Uncommon Cacao has worked for years to calibrate with our origins, and set quality expectations around fermentation, bean size, humidity, defects, flavor profiles, microbial presence, and heavy metals. We also lay out our standard process for evaluation—from pre-shipment sampling timelines to approval, shipment, and landed sample evaluations.
Our export partners agree to these expectations in advance of their first shipment of the year. Uncommon receives a pre-shipment sample of each product in each container, and we conduct a full physical and sensory evaluation of each one. We also send the sample to a partner laboratory to do microbial and metals tests. Once the beans are approved, the container is packed and shipped from origin, landing 3-7 weeks later in the US or Europe.
Upon arrival, we request a landed sample (either 30% representative or 100% representative, depending on our assessed "risk"), and run a full identical physical and sensory evaluation of the cacao, to ensure the products match.

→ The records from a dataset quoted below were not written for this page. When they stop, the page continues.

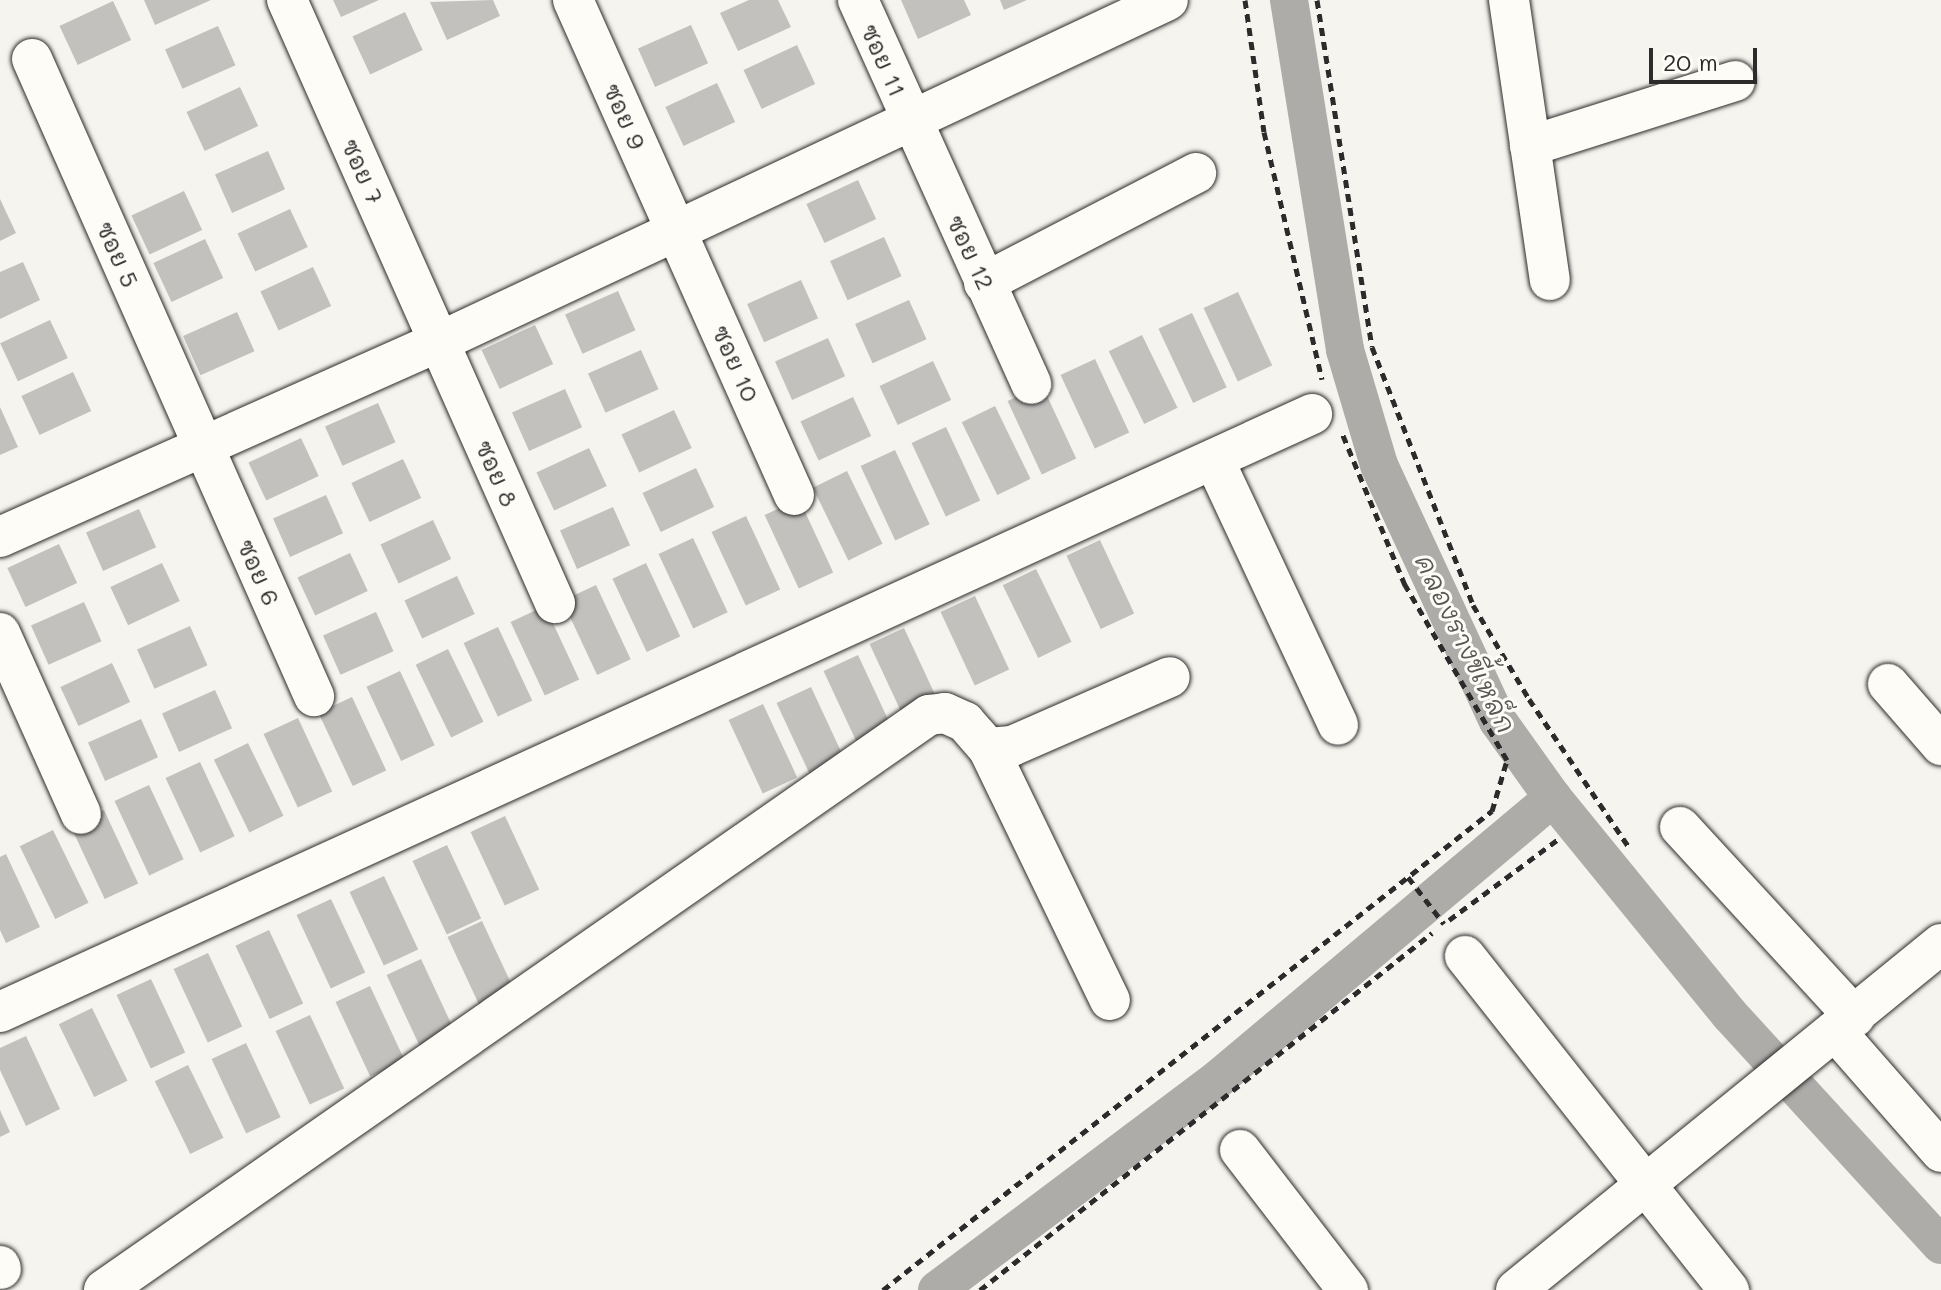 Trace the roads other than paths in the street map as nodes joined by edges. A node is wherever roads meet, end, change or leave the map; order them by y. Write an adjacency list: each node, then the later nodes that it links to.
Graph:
1 (287, 0): 14 (street, ซอย 7)
2 (573, 0): 11 (street, ซอย 9)
3 (858, 0): 8 (street, ซอย 11)
4 (1509, 0): 9 (street)
5 (1157, 2): 8 (street)
6 (32, 59): 17 (street, ซอย 5)
7 (1735, 81): 9 (street)
8 (910, 120): 11 (street); 13 (street, ซอย 12)
9 (1530, 146): 12 (street)
10 (1196, 173): 13 (street)
11 (677, 231): 14 (street); 19 (street, ซอย 10)
12 (1550, 280)
13 (984, 283): 15 (street, ซอย 12)
14 (439, 342): 17 (street); 21 (street, ซอย 8)
15 (1031, 384)
16 (1326, 410): 18 (street)
17 (204, 449): 20 (street); 25 (street, ซอย 6)
18 (1215, 462): 26 (street); 34 (street)
19 (794, 495)
20 (0, 537)
21 (555, 603)
22 (0, 633): 29 (street)
23 (1170, 677): 28 (street)
24 (1888, 684): 27 (street)
25 (314, 696)
26 (1338, 725)
27 (1941, 745)
28 (988, 748): 33 (street); 39 (street)
29 (81, 814)
30 (1680, 827): 35 (street)
31 (1455, 940): 38 (street)
32 (1941, 944): 35 (street)
33 (1110, 1000)
34 (0, 1012)
35 (1841, 1030): 37 (street); 38 (street)
36 (1240, 1150): 40 (street)
37 (1941, 1152)
38 (1646, 1185): 41 (street); 42 (street)
39 (104, 1290)
40 (1348, 1290)
41 (1516, 1290)
42 (1729, 1290) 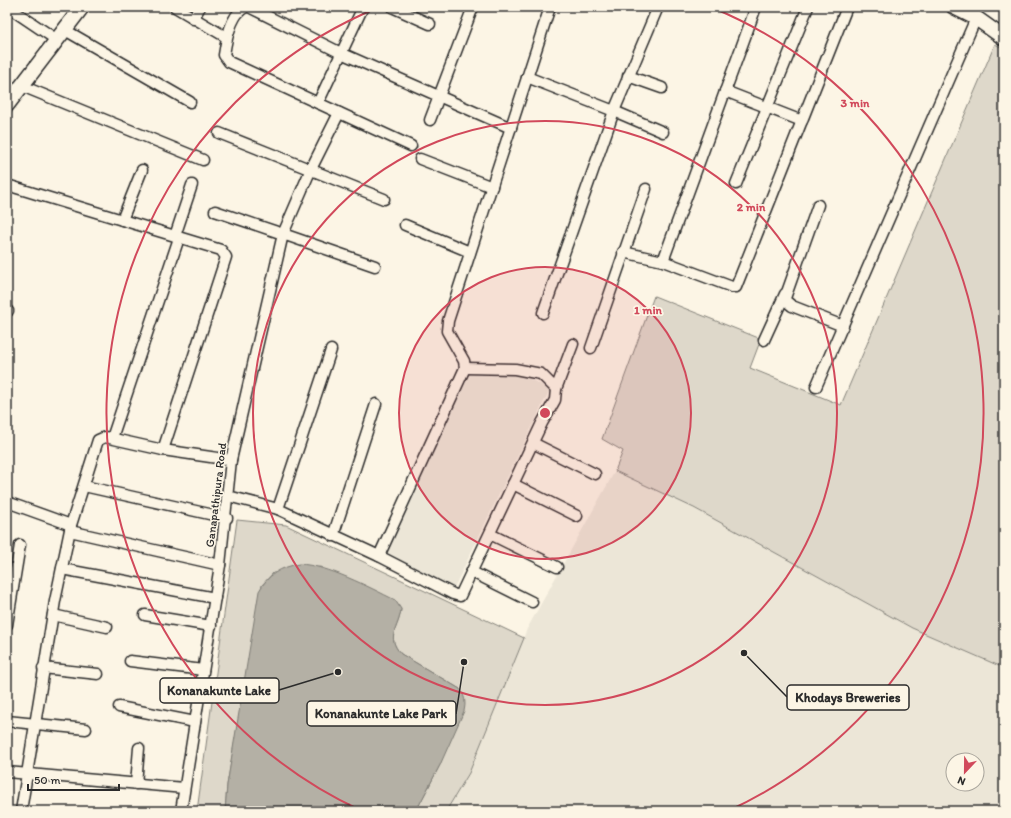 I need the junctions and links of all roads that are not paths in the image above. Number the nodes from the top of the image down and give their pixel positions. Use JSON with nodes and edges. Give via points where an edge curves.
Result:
{"nodes":[{"id":1,"x":8,"y":7,"type":"edge"},
{"id":2,"x":82,"y":7,"type":"edge"},
{"id":3,"x":175,"y":7,"type":"edge"},
{"id":4,"x":200,"y":7,"type":"edge"},
{"id":5,"x":247,"y":7,"type":"edge"},
{"id":6,"x":363,"y":7,"type":"edge"},
{"id":7,"x":392,"y":7,"type":"edge"},
{"id":8,"x":473,"y":7,"type":"edge"},
{"id":9,"x":550,"y":7,"type":"edge"},
{"id":10,"x":658,"y":7,"type":"edge"},
{"id":11,"x":756,"y":7,"type":"edge"},
{"id":12,"x":808,"y":7,"type":"edge"},
{"id":13,"x":847,"y":7,"type":"edge"},
{"id":14,"x":954,"y":7,"type":"edge"},
{"id":15,"x":976,"y":18,"type":"junction"},
{"id":16,"x":193,"y":19,"type":"junction"},
{"id":17,"x":430,"y":24,"type":"dead end"},
{"id":18,"x":61,"y":35,"type":"junction"},
{"id":19,"x":226,"y":37,"type":"junction"},
{"id":20,"x":1004,"y":38,"type":"edge"},
{"id":21,"x":341,"y":53,"type":"junction"},
{"id":22,"x":628,"y":76,"type":"junction"},
{"id":23,"x":527,"y":77,"type":"junction"},
{"id":24,"x":22,"y":86,"type":"junction"},
{"id":25,"x":662,"y":88,"type":"dead end"},
{"id":26,"x":725,"y":91,"type":"junction"},
{"id":27,"x":438,"y":96,"type":"junction"},
{"id":28,"x":190,"y":102,"type":"dead end"},
{"id":29,"x":318,"y":103,"type":"junction"},
{"id":30,"x":7,"y":106,"type":"edge"},
{"id":31,"x":767,"y":107,"type":"junction"},
{"id":32,"x":614,"y":111,"type":"junction"},
{"id":33,"x":339,"y":113,"type":"junction"},
{"id":34,"x":430,"y":120,"type":"dead end"},
{"id":35,"x":802,"y":121,"type":"junction"},
{"id":36,"x":511,"y":128,"type":"junction"},
{"id":37,"x":663,"y":132,"type":"dead end"},
{"id":38,"x":220,"y":133,"type":"dead end"},
{"id":39,"x":412,"y":146,"type":"dead end"},
{"id":40,"x":420,"y":159,"type":"dead end"},
{"id":41,"x":204,"y":160,"type":"dead end"},
{"id":42,"x":311,"y":169,"type":"junction"},
{"id":43,"x":142,"y":170,"type":"dead end"},
{"id":44,"x":736,"y":184,"type":"dead end"},
{"id":45,"x":7,"y":185,"type":"edge"},
{"id":46,"x":192,"y":185,"type":"dead end"},
{"id":47,"x":492,"y":187,"type":"junction"},
{"id":48,"x":646,"y":189,"type":"dead end"},
{"id":49,"x":384,"y":199,"type":"dead end"},
{"id":50,"x":818,"y":205,"type":"dead end"},
{"id":51,"x":215,"y":211,"type":"dead end"},
{"id":52,"x":122,"y":220,"type":"junction"},
{"id":53,"x":405,"y":225,"type":"dead end"},
{"id":54,"x":283,"y":234,"type":"junction"},
{"id":55,"x":177,"y":237,"type":"junction"},
{"id":56,"x":470,"y":252,"type":"junction"},
{"id":57,"x":623,"y":252,"type":"junction"},
{"id":58,"x":663,"y":261,"type":"junction"},
{"id":59,"x":375,"y":266,"type":"dead end"},
{"id":60,"x":785,"y":294,"type":"junction"},
{"id":61,"x":543,"y":313,"type":"dead end"},
{"id":62,"x":844,"y":326,"type":"junction"},
{"id":63,"x":764,"y":340,"type":"dead end"},
{"id":64,"x":573,"y":344,"type":"dead end"},
{"id":65,"x":591,"y":348,"type":"dead end"},
{"id":66,"x":330,"y":350,"type":"dead end"},
{"id":67,"x":465,"y":368,"type":"junction"},
{"id":68,"x":816,"y":387,"type":"dead end"},
{"id":69,"x":556,"y":389,"type":"junction"},
{"id":70,"x":376,"y":404,"type":"dead end"},
{"id":71,"x":112,"y":438,"type":"junction"},
{"id":72,"x":533,"y":443,"type":"junction"},
{"id":73,"x":163,"y":450,"type":"junction"},
{"id":74,"x":232,"y":460,"type":"junction"},
{"id":75,"x":595,"y":474,"type":"dead end"},
{"id":76,"x":513,"y":484,"type":"junction"},
{"id":77,"x":84,"y":486,"type":"junction"},
{"id":78,"x":228,"y":496,"type":"junction"},
{"id":79,"x":7,"y":502,"type":"edge"},
{"id":80,"x":278,"y":509,"type":"junction"},
{"id":81,"x":577,"y":516,"type":"dead end"},
{"id":82,"x":227,"y":518,"type":"junction"},
{"id":83,"x":71,"y":528,"type":"junction"},
{"id":84,"x":490,"y":534,"type":"junction"},
{"id":85,"x":333,"y":536,"type":"junction"},
{"id":86,"x":20,"y":545,"type":"dead end"},
{"id":87,"x":379,"y":556,"type":"junction"},
{"id":88,"x":220,"y":565,"type":"junction"},
{"id":89,"x":558,"y":567,"type":"dead end"},
{"id":90,"x":62,"y":569,"type":"junction"},
{"id":91,"x":472,"y":572,"type":"junction"},
{"id":92,"x":215,"y":598,"type":"junction"},
{"id":93,"x":532,"y":602,"type":"dead end"},
{"id":94,"x":52,"y":615,"type":"junction"},
{"id":95,"x":145,"y":615,"type":"dead end"},
{"id":96,"x":7,"y":625,"type":"edge"},
{"id":97,"x":211,"y":626,"type":"junction"},
{"id":98,"x":107,"y":627,"type":"dead end"},
{"id":99,"x":130,"y":661,"type":"dead end"},
{"id":100,"x":43,"y":668,"type":"junction"},
{"id":101,"x":204,"y":670,"type":"junction"},
{"id":102,"x":98,"y":674,"type":"dead end"},
{"id":103,"x":119,"y":707,"type":"dead end"},
{"id":104,"x":7,"y":721,"type":"edge"},
{"id":105,"x":195,"y":722,"type":"junction"},
{"id":106,"x":34,"y":725,"type":"junction"},
{"id":107,"x":86,"y":729,"type":"dead end"},
{"id":108,"x":140,"y":748,"type":"dead end"},
{"id":109,"x":7,"y":772,"type":"edge"},
{"id":110,"x":26,"y":773,"type":"junction"},
{"id":111,"x":136,"y":784,"type":"junction"},
{"id":112,"x":184,"y":788,"type":"junction"},
{"id":113,"x":21,"y":811,"type":"edge"},
{"id":114,"x":181,"y":811,"type":"edge"}],
"edges":[{"from":1,"to":18,"type":"street"},
{"from":2,"to":18,"type":"street"},
{"from":3,"to":16,"type":"street"},
{"from":4,"to":16,"type":"street"},
{"from":5,"to":19,"type":"street","via":[[238,12]]},
{"from":5,"to":21,"type":"street"},
{"from":6,"to":21,"type":"street"},
{"from":7,"to":17,"type":"street"},
{"from":8,"to":27,"type":"street"},
{"from":9,"to":23,"type":"street"},
{"from":10,"to":22,"type":"street"},
{"from":11,"to":26,"type":"street"},
{"from":12,"to":31,"type":"street"},
{"from":13,"to":35,"type":"street"},
{"from":14,"to":15,"type":"street"},
{"from":15,"to":20,"type":"street"},
{"from":15,"to":62,"type":"street"},
{"from":16,"to":19,"type":"street"},
{"from":18,"to":24,"type":"street"},
{"from":18,"to":28,"type":"street"},
{"from":19,"to":29,"type":"street","via":[[224,55],[229,62]]},
{"from":21,"to":27,"type":"street"},
{"from":21,"to":29,"type":"street"},
{"from":22,"to":25,"type":"street"},
{"from":22,"to":32,"type":"street"},
{"from":23,"to":32,"type":"street"},
{"from":23,"to":36,"type":"street"},
{"from":24,"to":30,"type":"street"},
{"from":24,"to":41,"type":"street"},
{"from":26,"to":31,"type":"street"},
{"from":26,"to":58,"type":"street"},
{"from":27,"to":34,"type":"street"},
{"from":27,"to":36,"type":"street"},
{"from":29,"to":33,"type":"street"},
{"from":31,"to":35,"type":"street"},
{"from":31,"to":44,"type":"street"},
{"from":32,"to":37,"type":"street"},
{"from":32,"to":61,"type":"street"},
{"from":33,"to":39,"type":"street"},
{"from":33,"to":42,"type":"street","name":"Ganapathipura Road"},
{"from":35,"to":58,"type":"street","via":[[736,287]]},
{"from":36,"to":47,"type":"street"},
{"from":38,"to":42,"type":"street"},
{"from":40,"to":47,"type":"street"},
{"from":42,"to":49,"type":"street"},
{"from":42,"to":54,"type":"street","name":"Ganapathipura Road"},
{"from":43,"to":52,"type":"street"},
{"from":45,"to":52,"type":"street"},
{"from":46,"to":55,"type":"street"},
{"from":47,"to":56,"type":"street"},
{"from":48,"to":57,"type":"street"},
{"from":50,"to":60,"type":"street"},
{"from":51,"to":54,"type":"street"},
{"from":52,"to":55,"type":"street"},
{"from":53,"to":56,"type":"street"},
{"from":54,"to":59,"type":"street"},
{"from":54,"to":74,"type":"street","name":"Ganapathipura Road"},
{"from":55,"to":71,"type":"street"},
{"from":55,"to":73,"type":"street","via":[[221,250],[226,257]]},
{"from":56,"to":67,"type":"street","via":[[447,331],[464,361]]},
{"from":57,"to":58,"type":"street"},
{"from":57,"to":65,"type":"street"},
{"from":60,"to":62,"type":"street","via":[[786,301],[792,306]]},
{"from":60,"to":63,"type":"street"},
{"from":62,"to":68,"type":"street"},
{"from":64,"to":69,"type":"street"},
{"from":66,"to":80,"type":"street"},
{"from":67,"to":69,"type":"street","via":[[515,369],[541,374]]},
{"from":67,"to":87,"type":"street"},
{"from":69,"to":72,"type":"street","via":[[555,400]]},
{"from":70,"to":85,"type":"street"},
{"from":71,"to":73,"type":"street"},
{"from":71,"to":77,"type":"street","via":[[98,440]]},
{"from":72,"to":75,"type":"street"},
{"from":72,"to":76,"type":"street"},
{"from":73,"to":74,"type":"street"},
{"from":74,"to":78,"type":"street","name":"Ganapathipura Road"},
{"from":76,"to":81,"type":"street"},
{"from":76,"to":84,"type":"street"},
{"from":77,"to":82,"type":"street"},
{"from":77,"to":83,"type":"street"},
{"from":78,"to":80,"type":"street"},
{"from":78,"to":82,"type":"street","name":"Ganapathipura Road"},
{"from":79,"to":83,"type":"street"},
{"from":80,"to":85,"type":"street"},
{"from":82,"to":88,"type":"street","name":"Ganapathipura Road"},
{"from":83,"to":88,"type":"street"},
{"from":83,"to":90,"type":"street"},
{"from":84,"to":89,"type":"street"},
{"from":84,"to":91,"type":"street"},
{"from":85,"to":87,"type":"street"},
{"from":86,"to":96,"type":"street"},
{"from":87,"to":91,"type":"street","via":[[459,596],[463,593]]},
{"from":88,"to":92,"type":"street","name":"Ganapathipura Road"},
{"from":90,"to":92,"type":"street"},
{"from":90,"to":94,"type":"street"},
{"from":91,"to":93,"type":"street"},
{"from":92,"to":97,"type":"street","name":"Ganapathipura Road"},
{"from":94,"to":98,"type":"street"},
{"from":94,"to":100,"type":"street"},
{"from":95,"to":97,"type":"street"},
{"from":97,"to":101,"type":"street","name":"Ganapathipura Road"},
{"from":99,"to":101,"type":"street"},
{"from":100,"to":102,"type":"street"},
{"from":100,"to":106,"type":"street"},
{"from":101,"to":105,"type":"street","name":"Ganapathipura Road"},
{"from":103,"to":105,"type":"street"},
{"from":104,"to":106,"type":"street"},
{"from":105,"to":112,"type":"street","name":"Ganapathipura Road"},
{"from":106,"to":107,"type":"street"},
{"from":106,"to":110,"type":"street"},
{"from":108,"to":111,"type":"street"},
{"from":109,"to":110,"type":"street"},
{"from":110,"to":111,"type":"street"},
{"from":110,"to":113,"type":"street"},
{"from":111,"to":112,"type":"street"},
{"from":112,"to":114,"type":"street","name":"Ganapathipura Road"}]}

These are the results we share with customers, and the sensory evaluation done at this step is what dictates the flavors we advertise for the beans.
This quality control process is simple in concept, but is complicated by the fact that the chocolate industry, as a whole, lacks universal industry standards for evaluating quality. Furthermore, the degree of nuance required to effectively evaluate each separate origin takes a long time to establish. For example, we’ve worked with Guatemalan beans long enough to know that the purple color inherent in the beans from some regions does not necessarily mean they are under-fermented. In fact, a Guatemalan bean that is well fermented (i.e. demonstrates the deep fissures caused by acetic acid during aerobic fermentation) may still have a purple hue.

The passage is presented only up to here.